8. The CGNC will ensure that the clear separation of the responsibilities of the Board, the committees of the Board, the Chief Executive Officer (the “CEO”), and the officers of the Corporation are defined and maintained.

9. The CGNC will ensure that a process is established for the orientation and education of new directors, to both the nature and operation of the Corporation’s business and their responsibilities and duties as directors (including the contribution individual directors are expected to make and the commitment of time and resources that the Corporation expects from its directors).

10. The CGNC will ensure that the directors receive adequate information and continuing education opportunities on an on-going basis to enable them to maintain their skills and abilities as directors and to ensure their knowledge and understanding of the Corporation’s business remains current.

11. The CGNC will identify, in consultation with the Board and the CEO, and recommend new directors with appropriate skills to the Board. The CGNC must assess whether each of the candidates so identified will be an independent director. In making its recommendations, the CGNC will consider:

(a) the competencies and skills considered necessary for the Board as a whole to possess;

(b) the competencies and skills that each existing director possesses; and

(c) the competencies and skills each new nominee will bring to the Board.

In addition, the CGNC will consider whether each new nominee can devote sufficient time and resources to his or her duties as a member of the Board.

12. The CGNC will assess the “participation, contribution, and effectiveness” of the Chairman and all other individual directors.

13. The CGNC, in consultation with the Board, will identify and recommend the CEO of the Corporation.

14. The CGNC will, as necessary, assist the CEO in selecting the senior management of the Corporation.

15. The CGNC will review and reassess the adequacy of this mandate from time to time, as appropriate.

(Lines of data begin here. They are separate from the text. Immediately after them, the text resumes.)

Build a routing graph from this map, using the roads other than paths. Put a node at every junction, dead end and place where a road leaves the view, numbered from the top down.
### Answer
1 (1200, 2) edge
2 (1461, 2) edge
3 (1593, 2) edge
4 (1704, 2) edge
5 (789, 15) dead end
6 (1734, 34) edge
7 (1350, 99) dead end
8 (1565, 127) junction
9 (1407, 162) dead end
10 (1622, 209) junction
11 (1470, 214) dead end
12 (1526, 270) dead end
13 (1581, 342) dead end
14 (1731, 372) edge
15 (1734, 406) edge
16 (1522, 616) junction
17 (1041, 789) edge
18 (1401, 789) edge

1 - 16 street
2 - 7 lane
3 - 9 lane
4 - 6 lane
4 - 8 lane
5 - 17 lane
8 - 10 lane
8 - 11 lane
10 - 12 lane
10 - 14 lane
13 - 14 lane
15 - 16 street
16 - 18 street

16. The CGNC has the authority, to the extent it deems necessary or appropriate, to retain independent legal or other advisors. The Corporation will provide appropriate funding, as determined by the CGNC, for payment of compensation to the advisors employed by the CGNC.

17. The CGNC will review the directors’ and officers’ insurance policy of the Corporation as necessary to ensure, among other things, that any payments made under the insurance policy are made in accordance with the policies of the Corporation.

Nomination Process

1. Director nominees will be recommended for the Board’s selection by a minimum of three Independent Directors constituting a majority of the Board’s Independent Directors in a vote in which only Independent Directors participate. The term “Independent Director” has the meaning given to such term in the listing standards of the NYSE MKT and TSX.

2. In making nominee recommendations, such Independent Directors will consider:

a. the competencies and skills considered necessary for the Board as a whole to possess;

b. the competencies and skills that each existing director possesses;

c. the competencies and skills each new nominee will bring to the Board; and

d. whether the nominee will be an Independent Director.

3. In addition, such Independent Directors will consider whether each new nominee can devote sufficient time and resources to his or her duties as a member of the Board.